Let $k$ be an algebraically closed field. Consider the Zariski-closed subset $Y=Z(xw-yz)\subset k^n$. On $U=Y\setminus Z(y,w)$ we consider the function $$ f\colon U\to k, P=(a,b,c,d)\mapsto \begin{cases} a/b &\text{if $P\in U\setminus Z(y)$,}\\ c/d & \text{if $P\in U\setminus Z(w).$} \end{cases} $$ My lectures notes claim that this is an example of a function that cannot be written as $f=g/h$ for $f,g\in k[x,y,z,w]$. I haven't been able to actually prove this. What I checked was that $xw-yz$ is an irreducible polynomial, and hence $Z(xw-yz)$ is irreducible. This would mean that if there were $g,h\in k[x,y,z,w]$, then $x/y=f/g$ on $U\setminus Z(y)$, and hence $xg=yf$ (since $U$ is also irreducible). Likewise $z/w=f/g$ yields $zg=wf$ on $U$. I can't find a contraction using this, which I need. Could someone help me out?

This question has been asked before (e.g. here: An example of a regular function over an open set), but the accepted answer talks about Cartier divisors, which I haven't seen before, so I'm actually hoping there is a more elementary argument.

Answer 1

NOTE. The following proof is incorrect, as indicated in the comment.

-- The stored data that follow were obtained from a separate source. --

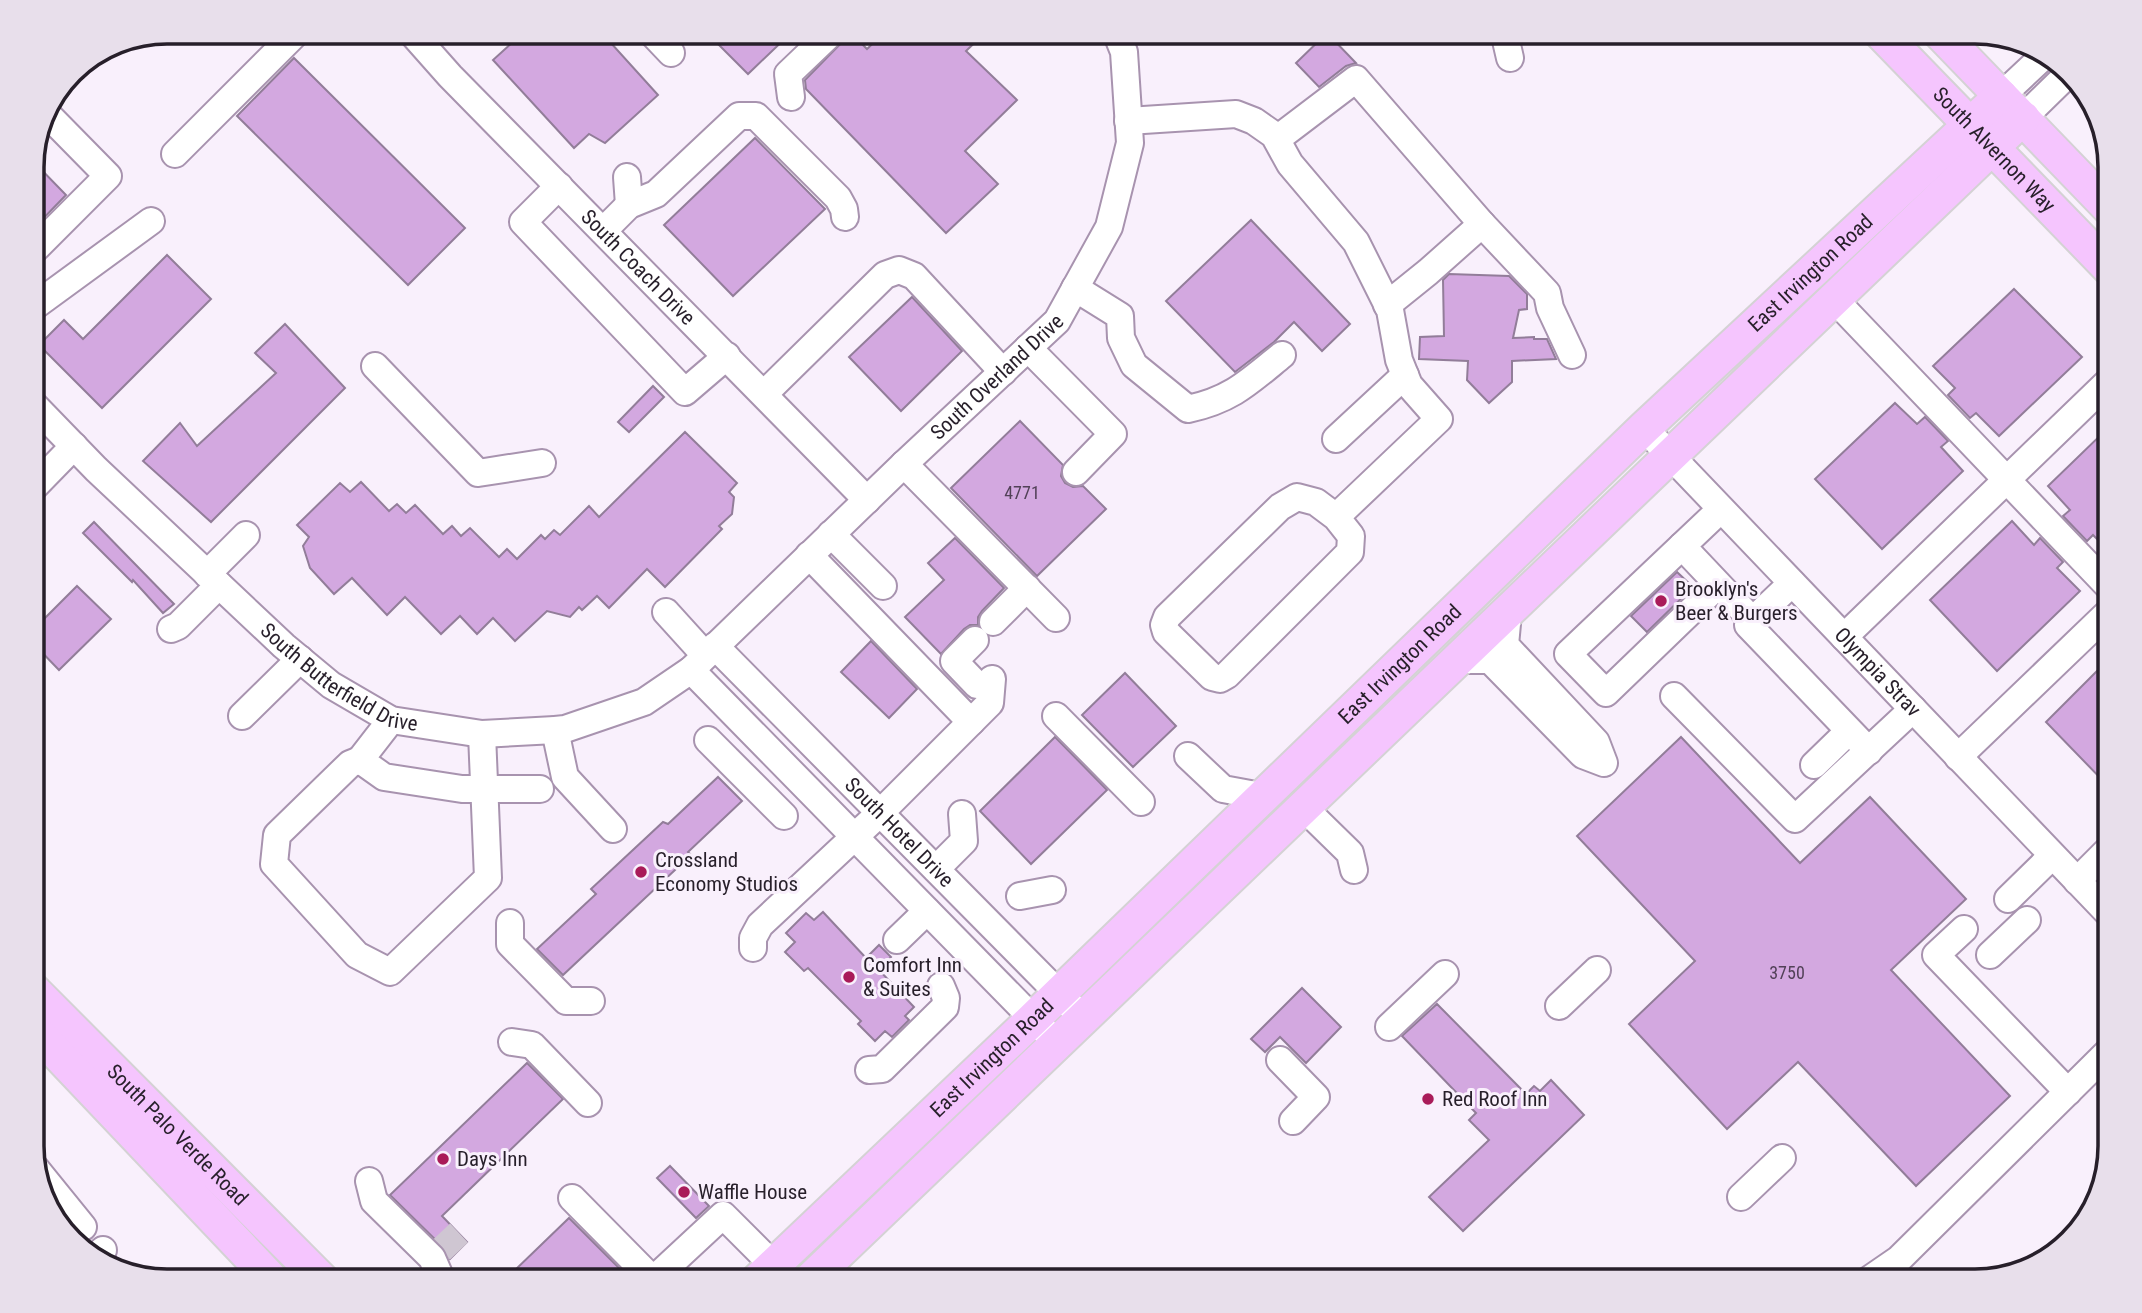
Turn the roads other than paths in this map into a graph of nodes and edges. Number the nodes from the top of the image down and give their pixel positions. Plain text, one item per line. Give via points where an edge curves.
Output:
1 (285, 44) edge
2 (422, 44) edge
3 (663, 44) edge
4 (819, 44) edge
5 (1121, 44) edge
6 (1507, 44) edge
7 (1892, 44) edge
8 (1951, 44) edge
9 (671, 52) dead end
10 (1510, 58) dead end
11 (2041, 63) edge
12 (2060, 78) edge
13 (791, 97) dead end
14 (2012, 107) junction
15 (53, 120) edge
16 (1128, 121) junction
17 (1982, 135) junction
18 (1276, 139) junction
19 (174, 154) dead end
20 (627, 177) dead end
21 (559, 186) junction
22 (2098, 197) edge
23 (629, 205) junction
24 (845, 217) dead end
25 (151, 221) dead end
26 (1482, 224) junction
27 (603, 231) junction
28 (44, 240) edge
29 (2098, 256) edge
30 (1075, 288) junction
31 (44, 299) edge
32 (1834, 299) junction
33 (1387, 304) junction
34 (1028, 348) junction
35 (1282, 355) dead end
36 (1572, 355) dead end
37 (727, 356) junction
38 (375, 366) dead end
39 (1003, 372) junction
40 (1405, 375) junction
41 (2098, 392) edge
42 (764, 394) junction
43 (44, 415) edge
44 (1644, 428) junction
45 (1336, 439) dead end
46 (74, 446) junction
47 (1672, 457) junction
48 (542, 463) dead end
49 (904, 464) junction
50 (1076, 472) dead end
51 (44, 477) edge
52 (2006, 480) junction
53 (867, 500) junction
54 (1721, 509) junction
55 (1336, 517) junction
56 (831, 534) junction
57 (246, 536) dead end
58 (1682, 546) junction
59 (809, 555) junction
60 (2098, 576) edge
61 (213, 580) junction
62 (1792, 583) junction
63 (1718, 584) junction
64 (883, 586) dead end
65 (1027, 588) junction
66 (666, 612) dead end
67 (1508, 613) junction
68 (1056, 618) dead end
69 (1752, 620) junction
70 (2098, 623) edge
71 (171, 629) dead end
72 (1844, 637) junction
73 (1568, 654) junction
74 (704, 657) junction
75 (300, 659) junction
76 (1459, 660) junction
77 (1539, 682) junction
78 (1674, 696) dead end
79 (1913, 709) junction
80 (242, 716) dead end
81 (1056, 716) dead end
82 (391, 720) junction
83 (971, 722) junction
84 (555, 730) junction
85 (1849, 731) junction
86 (482, 734) junction
87 (708, 740) dead end
88 (1869, 751) junction
89 (1188, 755) dead end
90 (1958, 757) junction
91 (360, 760) junction
92 (1814, 765) dead end
93 (540, 789) dead end
94 (485, 790) junction
95 (1261, 796) junction
96 (1141, 802) dead end
97 (1304, 808) junction
98 (880, 813) junction
99 (962, 814) dead end
100 (784, 816) dead end
101 (613, 829) dead end
102 (854, 836) junction
103 (2052, 856) junction
104 (2098, 860) edge
105 (936, 869) junction
106 (1354, 870) dead end
107 (2077, 881) junction
108 (1052, 890) dead end
109 (1020, 896) dead end
110 (2008, 899) dead end
111 (2098, 903) edge
112 (927, 911) junction
113 (2027, 920) dead end
114 (510, 923) dead end
115 (1964, 929) dead end
116 (897, 940) dead end
117 (753, 948) dead end
118 (1990, 955) dead end
119 (1597, 970) dead end
120 (1445, 974) dead end
121 (941, 986) dead end
122 (1058, 994) junction
123 (44, 1001) edge
124 (591, 1001) dead end
125 (1559, 1006) dead end
126 (1033, 1019) junction
127 (1083, 1019) junction
128 (1389, 1027) dead end
129 (44, 1033) edge
130 (44, 1037) edge
131 (512, 1042) dead end
132 (1057, 1044) junction
133 (1280, 1060) dead end
134 (2098, 1062) edge
135 (869, 1070) dead end
136 (2068, 1092) junction
137 (137, 1095) junction
138 (587, 1103) dead end
139 (1293, 1121) dead end
140 (1782, 1158) dead end
141 (369, 1181) dead end
142 (1741, 1197) dead end
143 (572, 1198) dead end
144 (66, 1216) edge
145 (83, 1227) dead end
146 (438, 1263) edge
147 (261, 1269) edge
148 (310, 1269) edge
149 (641, 1269) edge
150 (666, 1269) edge
151 (762, 1269) edge
152 (771, 1269) edge
153 (823, 1269) edge
154 (1885, 1269) edge

1 - 19 street
2 - 21 street, South Coach Drive
3 - 9 street
4 - 13 street via 788,74
5 - 16 street, South Overland Drive
6 - 10 street
7 - 17 main road, South Alvernon Way
8 - 14 main road, South Alvernon Way
11 - 14 street, East Irvington Road
12 - 14 street, East Irvington Road
14 - 17 main road, East Irvington Road
14 - 22 main road, South Alvernon Way
15 - 28 street via 108,176
16 - 18 street via 1236,114 1254,121
16 - 30 street, South Overland Drive via 1130,142 1109,227
17 - 29 main road, South Alvernon Way
17 - 32 main road, East Irvington Road
17 - 44 main road, East Irvington Road
18 - 26 street via 1356,79
18 - 33 street via 1290,164 1356,242
20 - 23 street
21 - 27 street, South Coach Drive
21 - 37 street via 523,222 685,392
23 - 24 street via 656,194 740,116 748,114 756,116 838,198
23 - 27 street
25 - 31 street
26 - 33 street
26 - 36 street via 1547,293
27 - 37 street, South Coach Drive
30 - 34 street, South Overland Drive via 1057,321
30 - 35 street via 1120,316 1121,338 1134,365 1188,409 1233,394
32 - 47 main road, East Irvington Road
32 - 52 street
33 - 40 street
34 - 39 street, South Overland Drive
34 - 50 street via 1113,434
37 - 42 street, South Coach Drive
38 - 48 street via 478,473
39 - 42 street via 914,276 899,270 885,275
39 - 49 street, South Overland Drive
40 - 45 street
40 - 55 street via 1438,419
41 - 52 street
42 - 53 street, South Coach Drive
43 - 46 street, South Butterfield Drive
44 - 47 street, Olympia Strav
44 - 95 main road, East Irvington Road
46 - 51 street
46 - 61 street, South Butterfield Drive
47 - 54 street, Olympia Strav
47 - 67 main road, East Irvington Road
49 - 53 street, South Overland Drive
49 - 65 street
52 - 60 street
52 - 72 street
53 - 56 street, South Overland Drive
54 - 58 street
54 - 62 street, Olympia Strav
55 - 55 street via 1316,502 1297,497 1280,507 1167,617 1166,632 1212,677 1227,675 1350,552 1351,536
56 - 59 street, South Overland Drive
56 - 64 street
57 - 61 street
58 - 63 street
58 - 73 street
59 - 74 street, South Overland Drive
59 - 83 street
61 - 71 street
61 - 75 street, South Butterfield Drive
62 - 69 street
62 - 72 street, Olympia Strav
63 - 69 street
63 - 73 street via 1606,693
65 - 68 street
65 - 83 street via 954,661 977,685 992,683 990,703
66 - 74 street, South Hotel Drive
67 - 76 main road, East Irvington Road
67 - 77 street via 1505,645
69 - 85 street via 1748,625
70 - 90 street
72 - 79 street, Olympia Strav
73 - 77 street
74 - 84 street, South Butterfield Drive via 644,702
74 - 98 street, South Hotel Drive via 723,669 783,731 824,757
74 - 102 street, South Hotel Drive
75 - 80 street
75 - 82 street, South Butterfield Drive via 331,685
76 - 77 street via 1490,660 1583,755 1604,764 1596,742
76 - 97 main road, East Irvington Road
78 - 88 street via 1795,819
79 - 88 street
79 - 90 street, Olympia Strav
81 - 96 street
82 - 86 street, South Butterfield Drive
82 - 91 street
83 - 98 street
84 - 86 street, South Butterfield Drive
84 - 101 street via 565,777
85 - 88 street
85 - 92 street
86 - 94 street
87 - 100 street
89 - 95 street via 1223,789
90 - 103 street, Olympia Strav
91 - 94 street via 384,777
91 - 94 street via 350,764 277,835 274,864 357,955 390,972 488,878
93 - 94 street
95 - 122 main road, East Irvington Road
97 - 106 street via 1350,853
97 - 127 main road, East Irvington Road
98 - 102 street
98 - 105 street, South Hotel Drive
99 - 105 street via 964,841
102 - 112 street, South Hotel Drive
102 - 117 street via 760,925
103 - 107 street, Olympia Strav
103 - 110 street
104 - 107 street
105 - 122 street, South Hotel Drive
107 - 111 street, Olympia Strav
108 - 109 street
112 - 116 street
112 - 126 street, South Hotel Drive
113 - 118 street
114 - 124 street via 510,944 566,1001
115 - 136 street via 1936,955
119 - 125 street
120 - 128 street
121 - 135 street via 945,1007 882,1069
122 - 126 main road, East Irvington Road
122 - 127 street, South Hotel Drive
123 - 137 main road, South Palo Verde Road
126 - 132 street, South Hotel Drive
126 - 152 main road, East Irvington Road
127 - 132 main road, East Irvington Road
129 - 137 main road
130 - 147 main road, South Palo Verde Road
131 - 138 street via 532,1045
132 - 153 main road, East Irvington Road
133 - 139 street via 1316,1097
134 - 136 street
136 - 154 street
137 - 148 main road, South Palo Verde Road
140 - 142 street
141 - 146 street via 374,1201
143 - 149 street
144 - 145 street
150 - 151 street via 723,1215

I don't think the answer you linked use anything about Cartier divisor. Note that $f$ is undefined only at points in $Z(y,w)$, so if $f=g/h$ where $g,h\in k[x,y,z,w]$, then $Z(y,w)=Z(h)$. But this is not possible.

If $y\mid h$ then any $(x,0,z,w)\in k^4$ with $w\ne 0$ lies in $Z(h)$ but not $Z(y,w)$.

If $y\nmid h$. If $\text{deg}_yh\ge 1$, i.e. $h= y^nP_n(x,z,w)+\ldots+P_0(x,z,w)$ for $n\ge 1$ and $0\ne P_n(x,z,w)$. Because $0\ne P_0,P_n$ so $Z(P_0)\cup Z(P_n)=Z(P_0P_n)\ne k^4$, meaning there exists $(x_0,z_0,w_0)\in k^3$ s.t. $P_n(x_0,z_0,w_0)\ne 0$ and $P_0(x_0,z_0,w_0)\ne 0$. Thus, $h(x_0,y,z_0,w_0)\in k[y]$ has solution $y'\ne 0$.

If $\text{deg}_yh=0$ and $y\nmid h$, then $h=h(x,z,w)\ne 0$. If we can find $(x_0,z_0,w_0)$ s.t. $h=0$, then $(x_0,y,z_0,w_0)\in P(h)$ for any $y\ne 0$, meaning $P(h)\ne P(y,w)$. Else, $P(h)=\emptyset\ne P(y,w)$.

Answer 2

You can't find a contradiction from what you wrote because there isn't one.

In the function field $k[Y] = \mathrm{Frac}(A)$ where $A = k[x,y,z,w]/(xw-yz)$ we do indeed have $\frac{f}{g} = \frac{x}{y} = \frac{z}{w}$ exactly because $xw - yz = 0$ and in the function field every nonzero element becomes invertible.

However, you are not asking about rational functions (the functions that live in the function field) but about regular functions meaning that you must have $\frac{f}{g} = \frac{x}{y} = \frac{z}{w}$ in the function field and additionally $g$ vanish nowhere on $U$ so that this fraction produces a well-defined regular function.

Let's see why we must have $g$ vanish somewhere on $U$. We are going to turn this into a pure algebra question. If $g$ did not vanish on $U$ then $Z(g) \subset Z(y,w)$ since $Z(y,w)$ is the complement of $U$. Therefore, $I = (y,w) \subset \sqrt{(g)}$ because these are radical ideals. By Krull's prinicpal ideal theorem $\sqrt{(g)}$ has height $1$ and $I$ is a nonzero prime ideal inside $\sqrt{(g)}$ so $I = \sqrt{(g)}$. Thus $g \in I$ and $I^n = (g)$ for some power $n$.

Let $\mathfrak{m} = (x,y,z,w)$ be the maximal ideal corresponding to the cone point. Now compute that $\dim_{\kappa} I^n_{\mathfrak{m}} / \mathfrak{m} I^n_{\mathfrak{m}} \ge 2$ (think about if $y^n - w^n$ can be in $\mathfrak{m} I^n_{\mathfrak{m}}$) for all $n$ to show that it is impossible for $I^n$ to be principal.